Records and Documents
Being able to alter their records and documents is personally and legally important for many transgender students. Not only does having the appropriate name and gender listed reflect and validate their identity, but it can also allow them to avoid constantly having to explain why they use a name different from their birth name and why their appearance does not match a photo or gender designation on an identification card. Moreover, updated records and documents can ensure that transgender students will not be outed and will help protect them from discrimination when they apply for jobs, seek admission to graduate and professional schools, and at any other time that they must show a college document.

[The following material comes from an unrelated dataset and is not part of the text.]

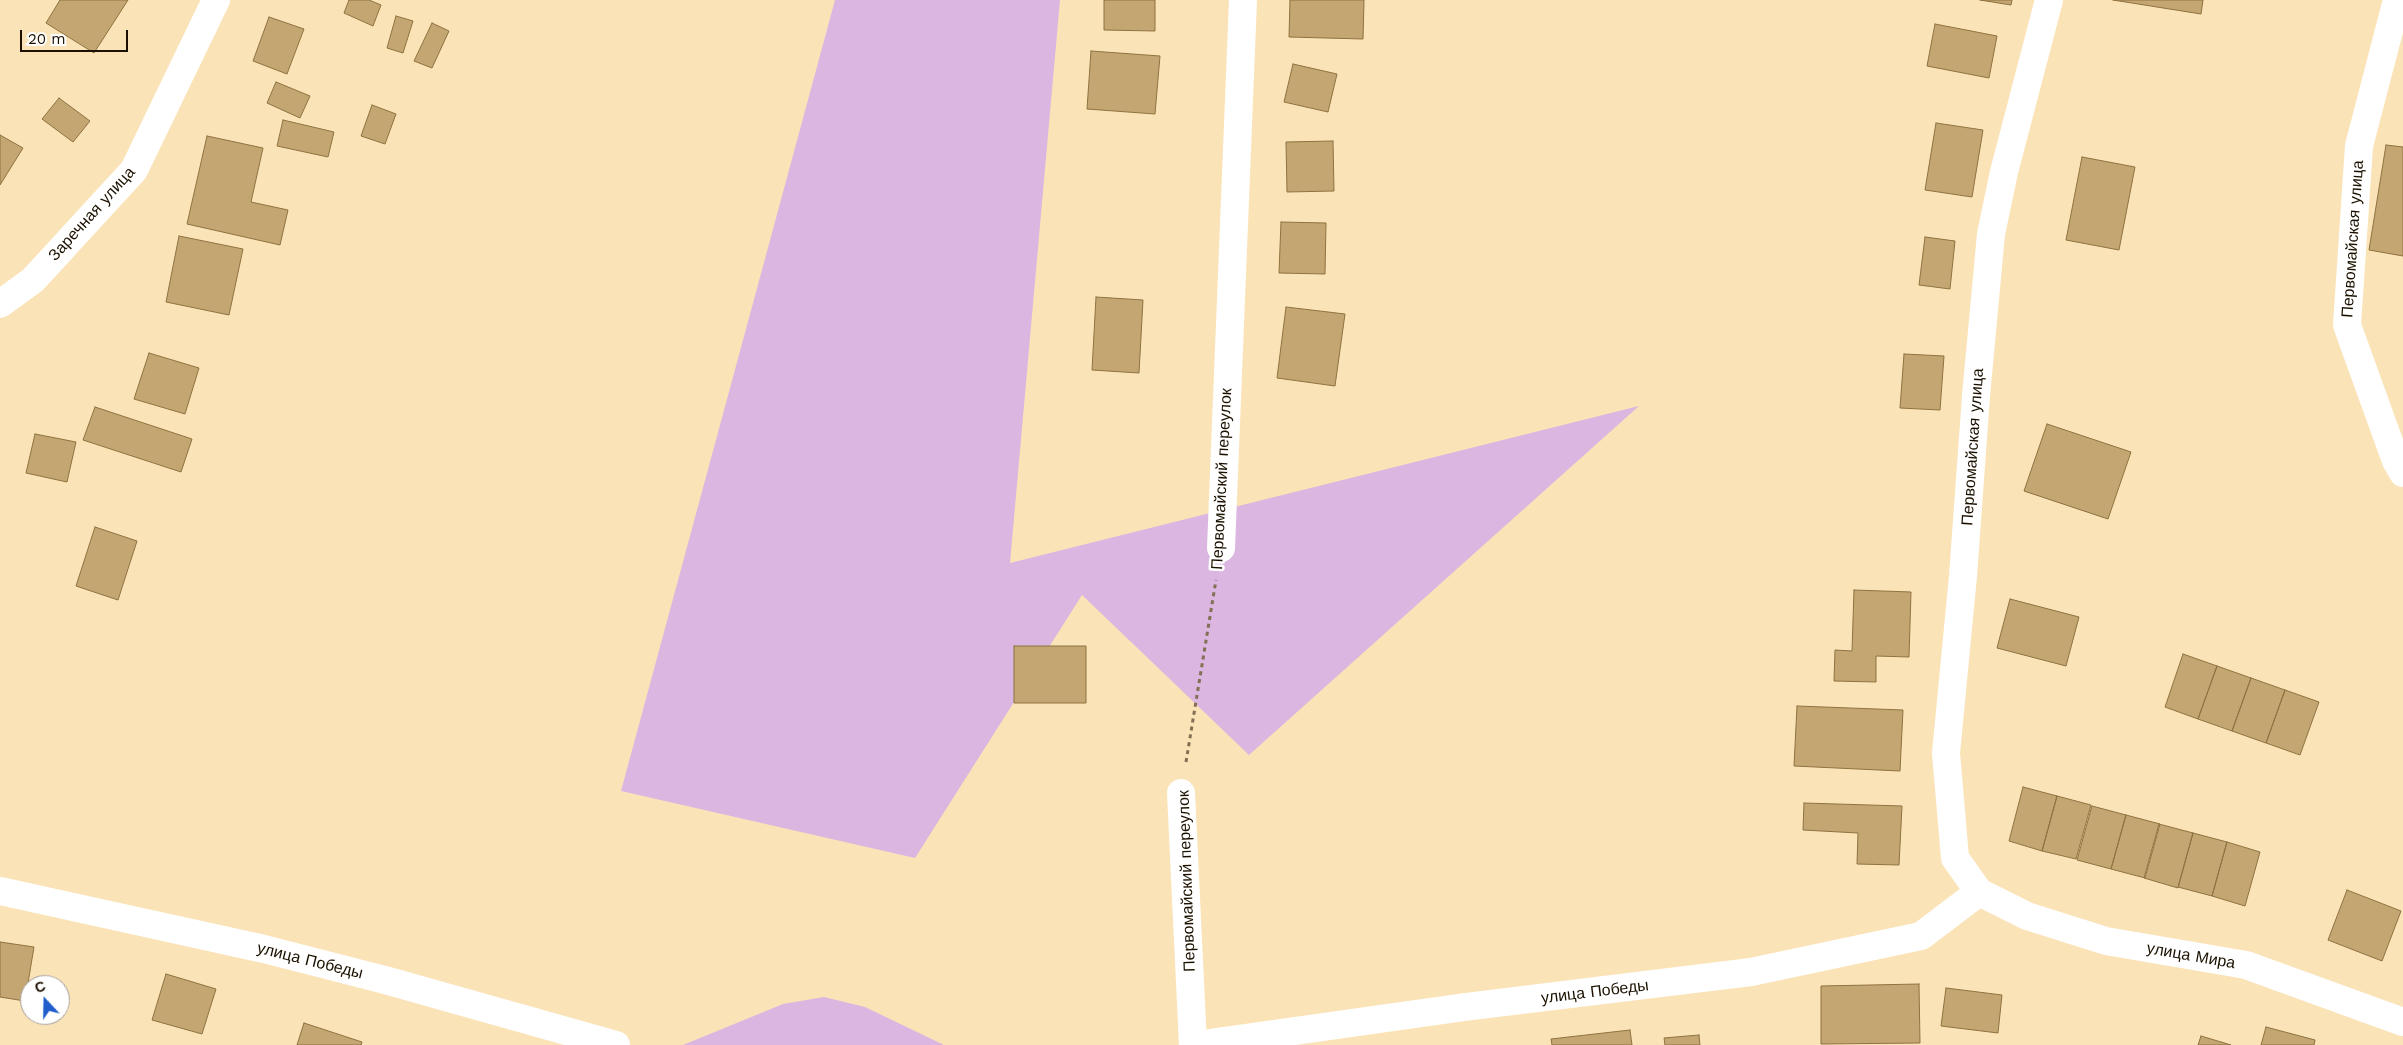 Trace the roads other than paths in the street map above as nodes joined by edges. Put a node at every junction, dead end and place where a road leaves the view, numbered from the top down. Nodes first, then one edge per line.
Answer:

Colleges and universities are addressing this issue by establishing simple procedures for transgender students to change their name and gender designation on all of their campus records, including identification cards, listings in electronic and print directories, and files in admissions, financial aid, the registrar's office, and the health center.

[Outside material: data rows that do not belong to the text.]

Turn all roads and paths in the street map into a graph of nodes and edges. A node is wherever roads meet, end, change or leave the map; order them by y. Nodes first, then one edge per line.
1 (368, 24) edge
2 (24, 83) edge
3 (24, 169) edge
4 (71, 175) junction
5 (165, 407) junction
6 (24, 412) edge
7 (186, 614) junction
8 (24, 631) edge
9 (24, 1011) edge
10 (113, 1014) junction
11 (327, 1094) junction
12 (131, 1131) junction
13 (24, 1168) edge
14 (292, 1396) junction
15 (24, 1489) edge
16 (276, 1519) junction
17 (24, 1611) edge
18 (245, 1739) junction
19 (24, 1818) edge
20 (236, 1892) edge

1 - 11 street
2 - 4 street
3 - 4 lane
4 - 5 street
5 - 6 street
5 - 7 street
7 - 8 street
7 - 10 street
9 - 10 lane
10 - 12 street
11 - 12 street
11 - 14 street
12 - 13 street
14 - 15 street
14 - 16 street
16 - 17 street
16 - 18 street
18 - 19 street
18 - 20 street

At the University of Utah and the University of Oregon, transgender students can change the gender designation on their main college record without evidence that they have had gender confirmation surgeries (GCS). Not requiring medical intervention is important, as most transitioning students are not in a position to have GCS, even if they desire it. At Ohio State University and the University of Maryland, transgender students can change the gender listed on their records by obtaining a letter of support from a mental health professional.
At the University of Michigan and the University of Massachusetts, Amherst, students can request that a preferred name be used instead of their legal name on course rosters and in various university information systems. Students do not need to have their name legally changed first. An FAQ about the University of Michigan policy can be found at http://www.umich.edu/%7Epolicies/preferrednamesFAQ.html.
At the University of Vermont, transgender students who are not yet able to change their name legally can still request an identification card with a name other than their birth name. Transgender students at American University and the University of Illinois, Chicago can request a new ID at no cost that has a gender-appropriate picture and that uses only their last name and the initial of their first name.